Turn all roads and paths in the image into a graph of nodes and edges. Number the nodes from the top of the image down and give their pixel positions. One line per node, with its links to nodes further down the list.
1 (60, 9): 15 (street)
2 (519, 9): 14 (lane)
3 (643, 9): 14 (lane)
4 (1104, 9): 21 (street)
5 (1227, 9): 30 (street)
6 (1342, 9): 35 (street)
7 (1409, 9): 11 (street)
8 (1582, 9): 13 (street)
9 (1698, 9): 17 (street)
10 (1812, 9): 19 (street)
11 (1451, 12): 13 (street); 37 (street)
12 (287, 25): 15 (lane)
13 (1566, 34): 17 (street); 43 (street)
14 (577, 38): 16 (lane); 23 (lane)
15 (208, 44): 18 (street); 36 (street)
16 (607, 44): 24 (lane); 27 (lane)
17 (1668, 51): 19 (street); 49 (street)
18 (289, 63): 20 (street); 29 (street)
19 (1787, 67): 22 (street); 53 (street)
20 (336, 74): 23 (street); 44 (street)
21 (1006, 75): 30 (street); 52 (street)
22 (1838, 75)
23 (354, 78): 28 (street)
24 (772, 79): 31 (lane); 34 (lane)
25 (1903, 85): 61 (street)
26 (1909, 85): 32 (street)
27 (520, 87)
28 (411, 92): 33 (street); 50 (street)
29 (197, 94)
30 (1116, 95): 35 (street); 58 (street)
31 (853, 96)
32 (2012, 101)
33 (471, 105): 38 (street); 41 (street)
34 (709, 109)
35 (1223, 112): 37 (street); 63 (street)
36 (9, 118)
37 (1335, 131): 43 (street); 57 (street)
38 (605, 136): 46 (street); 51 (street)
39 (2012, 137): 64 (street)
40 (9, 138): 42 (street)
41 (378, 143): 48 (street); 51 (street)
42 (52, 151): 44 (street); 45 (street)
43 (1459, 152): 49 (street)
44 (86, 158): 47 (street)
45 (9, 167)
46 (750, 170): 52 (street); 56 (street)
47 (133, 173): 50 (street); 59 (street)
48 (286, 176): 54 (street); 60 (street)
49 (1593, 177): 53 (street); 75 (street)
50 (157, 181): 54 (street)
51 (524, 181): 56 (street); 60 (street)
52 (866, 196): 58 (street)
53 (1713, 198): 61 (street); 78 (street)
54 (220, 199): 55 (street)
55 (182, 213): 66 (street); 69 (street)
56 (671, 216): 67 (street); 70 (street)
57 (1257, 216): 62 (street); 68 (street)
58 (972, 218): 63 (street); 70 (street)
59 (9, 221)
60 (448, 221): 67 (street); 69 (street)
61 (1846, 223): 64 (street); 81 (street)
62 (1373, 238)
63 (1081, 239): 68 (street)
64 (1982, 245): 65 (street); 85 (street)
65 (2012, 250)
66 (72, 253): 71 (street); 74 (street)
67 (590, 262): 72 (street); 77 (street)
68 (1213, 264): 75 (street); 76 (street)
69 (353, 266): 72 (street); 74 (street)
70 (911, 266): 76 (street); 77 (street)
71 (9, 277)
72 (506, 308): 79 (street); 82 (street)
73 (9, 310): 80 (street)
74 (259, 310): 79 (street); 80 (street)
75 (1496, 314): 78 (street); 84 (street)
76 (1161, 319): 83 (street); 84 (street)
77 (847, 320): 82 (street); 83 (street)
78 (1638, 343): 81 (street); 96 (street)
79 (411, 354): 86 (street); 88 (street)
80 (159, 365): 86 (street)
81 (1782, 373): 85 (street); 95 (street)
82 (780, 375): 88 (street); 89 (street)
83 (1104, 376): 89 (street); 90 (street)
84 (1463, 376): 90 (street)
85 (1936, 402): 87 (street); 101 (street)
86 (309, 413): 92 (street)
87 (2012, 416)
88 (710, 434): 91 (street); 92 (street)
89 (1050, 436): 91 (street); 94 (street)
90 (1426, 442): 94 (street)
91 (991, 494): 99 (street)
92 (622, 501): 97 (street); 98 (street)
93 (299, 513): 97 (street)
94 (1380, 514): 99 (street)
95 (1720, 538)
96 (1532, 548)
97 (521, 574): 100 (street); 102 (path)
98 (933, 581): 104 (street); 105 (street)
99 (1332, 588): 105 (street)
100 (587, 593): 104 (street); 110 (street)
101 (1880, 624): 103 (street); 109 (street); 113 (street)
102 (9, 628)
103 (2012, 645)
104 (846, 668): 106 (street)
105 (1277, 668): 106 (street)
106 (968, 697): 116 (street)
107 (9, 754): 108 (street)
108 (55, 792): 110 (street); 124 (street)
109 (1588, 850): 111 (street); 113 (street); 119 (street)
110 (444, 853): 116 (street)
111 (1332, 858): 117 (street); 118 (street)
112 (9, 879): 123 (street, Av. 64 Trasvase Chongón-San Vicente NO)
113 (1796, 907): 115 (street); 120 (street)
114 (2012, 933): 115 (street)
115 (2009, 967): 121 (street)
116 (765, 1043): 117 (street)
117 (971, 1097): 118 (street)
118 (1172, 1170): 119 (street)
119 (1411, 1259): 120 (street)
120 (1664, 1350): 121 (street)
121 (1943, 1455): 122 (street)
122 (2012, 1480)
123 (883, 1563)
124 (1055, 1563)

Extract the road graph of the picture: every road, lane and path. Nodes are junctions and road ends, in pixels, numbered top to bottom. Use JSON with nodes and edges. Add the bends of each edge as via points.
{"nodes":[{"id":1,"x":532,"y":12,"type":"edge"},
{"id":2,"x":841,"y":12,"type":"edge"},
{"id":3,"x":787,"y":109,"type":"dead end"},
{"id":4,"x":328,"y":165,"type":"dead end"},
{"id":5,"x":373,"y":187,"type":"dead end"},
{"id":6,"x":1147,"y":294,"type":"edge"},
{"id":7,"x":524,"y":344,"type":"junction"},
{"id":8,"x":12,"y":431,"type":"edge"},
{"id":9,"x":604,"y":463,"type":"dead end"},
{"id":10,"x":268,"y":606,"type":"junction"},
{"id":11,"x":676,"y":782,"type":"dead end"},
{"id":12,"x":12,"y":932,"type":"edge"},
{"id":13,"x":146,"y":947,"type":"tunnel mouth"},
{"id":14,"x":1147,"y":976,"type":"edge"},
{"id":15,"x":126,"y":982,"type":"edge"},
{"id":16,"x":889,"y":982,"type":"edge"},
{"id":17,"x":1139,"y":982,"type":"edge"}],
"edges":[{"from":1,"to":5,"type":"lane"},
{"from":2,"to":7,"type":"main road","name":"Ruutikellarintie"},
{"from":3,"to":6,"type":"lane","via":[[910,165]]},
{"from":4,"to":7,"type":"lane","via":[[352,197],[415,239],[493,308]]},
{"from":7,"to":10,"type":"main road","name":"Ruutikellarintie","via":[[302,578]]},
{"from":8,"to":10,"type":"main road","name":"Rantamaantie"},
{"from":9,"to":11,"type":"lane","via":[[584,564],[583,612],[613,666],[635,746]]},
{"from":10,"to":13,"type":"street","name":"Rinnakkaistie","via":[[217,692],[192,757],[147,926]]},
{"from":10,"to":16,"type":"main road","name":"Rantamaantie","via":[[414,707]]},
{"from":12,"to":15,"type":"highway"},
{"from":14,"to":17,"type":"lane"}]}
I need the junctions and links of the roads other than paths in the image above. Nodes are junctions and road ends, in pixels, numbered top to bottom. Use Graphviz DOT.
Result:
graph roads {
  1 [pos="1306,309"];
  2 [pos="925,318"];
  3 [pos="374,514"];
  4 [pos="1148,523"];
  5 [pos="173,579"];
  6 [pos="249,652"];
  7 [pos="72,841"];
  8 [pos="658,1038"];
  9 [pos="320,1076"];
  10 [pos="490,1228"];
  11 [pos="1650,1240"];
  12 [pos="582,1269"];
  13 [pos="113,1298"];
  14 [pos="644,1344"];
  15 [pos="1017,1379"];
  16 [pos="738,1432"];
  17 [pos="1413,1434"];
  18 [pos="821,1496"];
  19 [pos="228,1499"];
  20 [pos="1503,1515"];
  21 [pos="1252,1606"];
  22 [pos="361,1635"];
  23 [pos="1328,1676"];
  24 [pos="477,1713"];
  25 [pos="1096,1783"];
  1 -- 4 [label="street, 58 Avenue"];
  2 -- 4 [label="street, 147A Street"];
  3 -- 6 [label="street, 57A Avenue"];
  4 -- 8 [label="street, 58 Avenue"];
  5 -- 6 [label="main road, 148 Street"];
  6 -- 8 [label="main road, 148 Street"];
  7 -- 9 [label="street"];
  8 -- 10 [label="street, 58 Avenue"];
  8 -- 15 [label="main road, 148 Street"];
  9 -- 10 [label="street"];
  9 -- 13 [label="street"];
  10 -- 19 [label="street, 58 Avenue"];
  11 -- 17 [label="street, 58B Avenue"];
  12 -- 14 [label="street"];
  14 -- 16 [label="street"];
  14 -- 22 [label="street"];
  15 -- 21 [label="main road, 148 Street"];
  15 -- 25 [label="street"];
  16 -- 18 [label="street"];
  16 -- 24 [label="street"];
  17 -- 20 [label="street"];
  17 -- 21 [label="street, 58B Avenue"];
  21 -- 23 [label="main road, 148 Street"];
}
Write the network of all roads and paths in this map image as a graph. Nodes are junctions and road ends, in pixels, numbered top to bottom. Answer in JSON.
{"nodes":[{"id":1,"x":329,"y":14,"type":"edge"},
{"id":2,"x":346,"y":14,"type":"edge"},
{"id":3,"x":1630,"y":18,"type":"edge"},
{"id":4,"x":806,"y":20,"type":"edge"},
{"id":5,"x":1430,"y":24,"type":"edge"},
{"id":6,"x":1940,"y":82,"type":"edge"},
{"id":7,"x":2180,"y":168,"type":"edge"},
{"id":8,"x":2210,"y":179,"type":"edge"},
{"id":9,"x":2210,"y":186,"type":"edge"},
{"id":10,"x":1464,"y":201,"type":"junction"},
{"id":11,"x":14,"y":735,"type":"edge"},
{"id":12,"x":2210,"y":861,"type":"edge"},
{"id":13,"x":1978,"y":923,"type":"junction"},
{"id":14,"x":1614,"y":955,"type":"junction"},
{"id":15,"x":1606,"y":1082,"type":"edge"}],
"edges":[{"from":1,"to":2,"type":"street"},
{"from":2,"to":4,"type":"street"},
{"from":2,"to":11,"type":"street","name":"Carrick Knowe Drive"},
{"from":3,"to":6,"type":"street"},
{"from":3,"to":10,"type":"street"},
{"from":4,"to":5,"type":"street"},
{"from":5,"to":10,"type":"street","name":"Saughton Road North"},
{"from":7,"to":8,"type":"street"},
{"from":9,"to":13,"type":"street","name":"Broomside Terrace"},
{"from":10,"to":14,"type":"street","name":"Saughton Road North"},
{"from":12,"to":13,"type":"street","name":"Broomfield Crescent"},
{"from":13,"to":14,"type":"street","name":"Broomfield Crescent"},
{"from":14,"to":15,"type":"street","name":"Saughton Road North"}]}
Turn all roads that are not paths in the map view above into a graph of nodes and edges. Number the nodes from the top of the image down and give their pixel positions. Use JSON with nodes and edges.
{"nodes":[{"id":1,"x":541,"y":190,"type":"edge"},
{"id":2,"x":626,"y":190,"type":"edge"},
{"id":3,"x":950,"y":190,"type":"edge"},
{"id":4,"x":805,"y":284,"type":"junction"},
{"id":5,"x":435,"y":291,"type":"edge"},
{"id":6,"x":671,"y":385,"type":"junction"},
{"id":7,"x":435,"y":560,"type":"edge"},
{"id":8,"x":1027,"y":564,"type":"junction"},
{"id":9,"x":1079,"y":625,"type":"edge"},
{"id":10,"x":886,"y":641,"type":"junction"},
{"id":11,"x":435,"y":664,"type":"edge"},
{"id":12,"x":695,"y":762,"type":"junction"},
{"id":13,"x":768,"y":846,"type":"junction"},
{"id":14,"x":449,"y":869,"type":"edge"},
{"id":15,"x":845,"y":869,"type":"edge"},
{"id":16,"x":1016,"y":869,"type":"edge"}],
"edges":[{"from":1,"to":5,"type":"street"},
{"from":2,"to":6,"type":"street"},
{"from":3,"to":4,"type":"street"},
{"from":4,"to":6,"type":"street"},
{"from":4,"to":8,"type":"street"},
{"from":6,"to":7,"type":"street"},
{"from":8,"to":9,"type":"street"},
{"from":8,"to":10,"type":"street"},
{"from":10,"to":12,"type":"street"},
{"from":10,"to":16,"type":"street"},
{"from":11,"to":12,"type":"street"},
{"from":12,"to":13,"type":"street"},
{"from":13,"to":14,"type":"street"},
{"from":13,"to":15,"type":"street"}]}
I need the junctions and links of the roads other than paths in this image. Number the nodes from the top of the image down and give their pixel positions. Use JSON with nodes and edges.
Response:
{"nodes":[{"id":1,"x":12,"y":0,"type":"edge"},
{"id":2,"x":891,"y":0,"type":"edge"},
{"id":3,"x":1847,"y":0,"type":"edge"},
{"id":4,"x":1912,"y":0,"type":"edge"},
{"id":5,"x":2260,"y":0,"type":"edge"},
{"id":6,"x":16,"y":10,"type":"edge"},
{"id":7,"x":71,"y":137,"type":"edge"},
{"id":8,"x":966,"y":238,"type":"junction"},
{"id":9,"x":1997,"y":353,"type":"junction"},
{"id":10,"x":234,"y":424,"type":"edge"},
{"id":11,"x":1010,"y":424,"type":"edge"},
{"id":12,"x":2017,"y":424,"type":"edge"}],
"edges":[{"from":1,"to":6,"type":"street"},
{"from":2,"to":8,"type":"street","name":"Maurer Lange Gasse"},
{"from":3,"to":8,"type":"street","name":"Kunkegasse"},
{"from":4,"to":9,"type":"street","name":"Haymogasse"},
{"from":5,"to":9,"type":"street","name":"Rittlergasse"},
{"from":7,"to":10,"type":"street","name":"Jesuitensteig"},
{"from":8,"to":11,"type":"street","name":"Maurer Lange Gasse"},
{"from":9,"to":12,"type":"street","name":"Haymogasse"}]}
▬▬▬
Copy out each line of the records where the word "roads" appears.

Your solution:
Turn all roads and paths in the image into a graph of nodes and edges. Number the nodes from the top of the image down and give their pixel positions. One line per node, with its links to nodes further down the list.
I need the junctions and links of the roads other than paths in the image above. Nodes are junctions and road ends, in pixels, numbered top to bottom. Use Graphviz DOT.
graph roads {
Write the network of all roads and paths in this map image as a graph. Nodes are junctions and road ends, in pixels, numbered top to bottom. Answer in JSON.
Turn all roads that are not paths in the map view above into a graph of nodes and edges. Number the nodes from the top of the image down and give their pixel positions. Use JSON with nodes and edges.
I need the junctions and links of the roads other than paths in this image. Number the nodes from the top of the image down and give their pixel positions. Use JSON with nodes and edges.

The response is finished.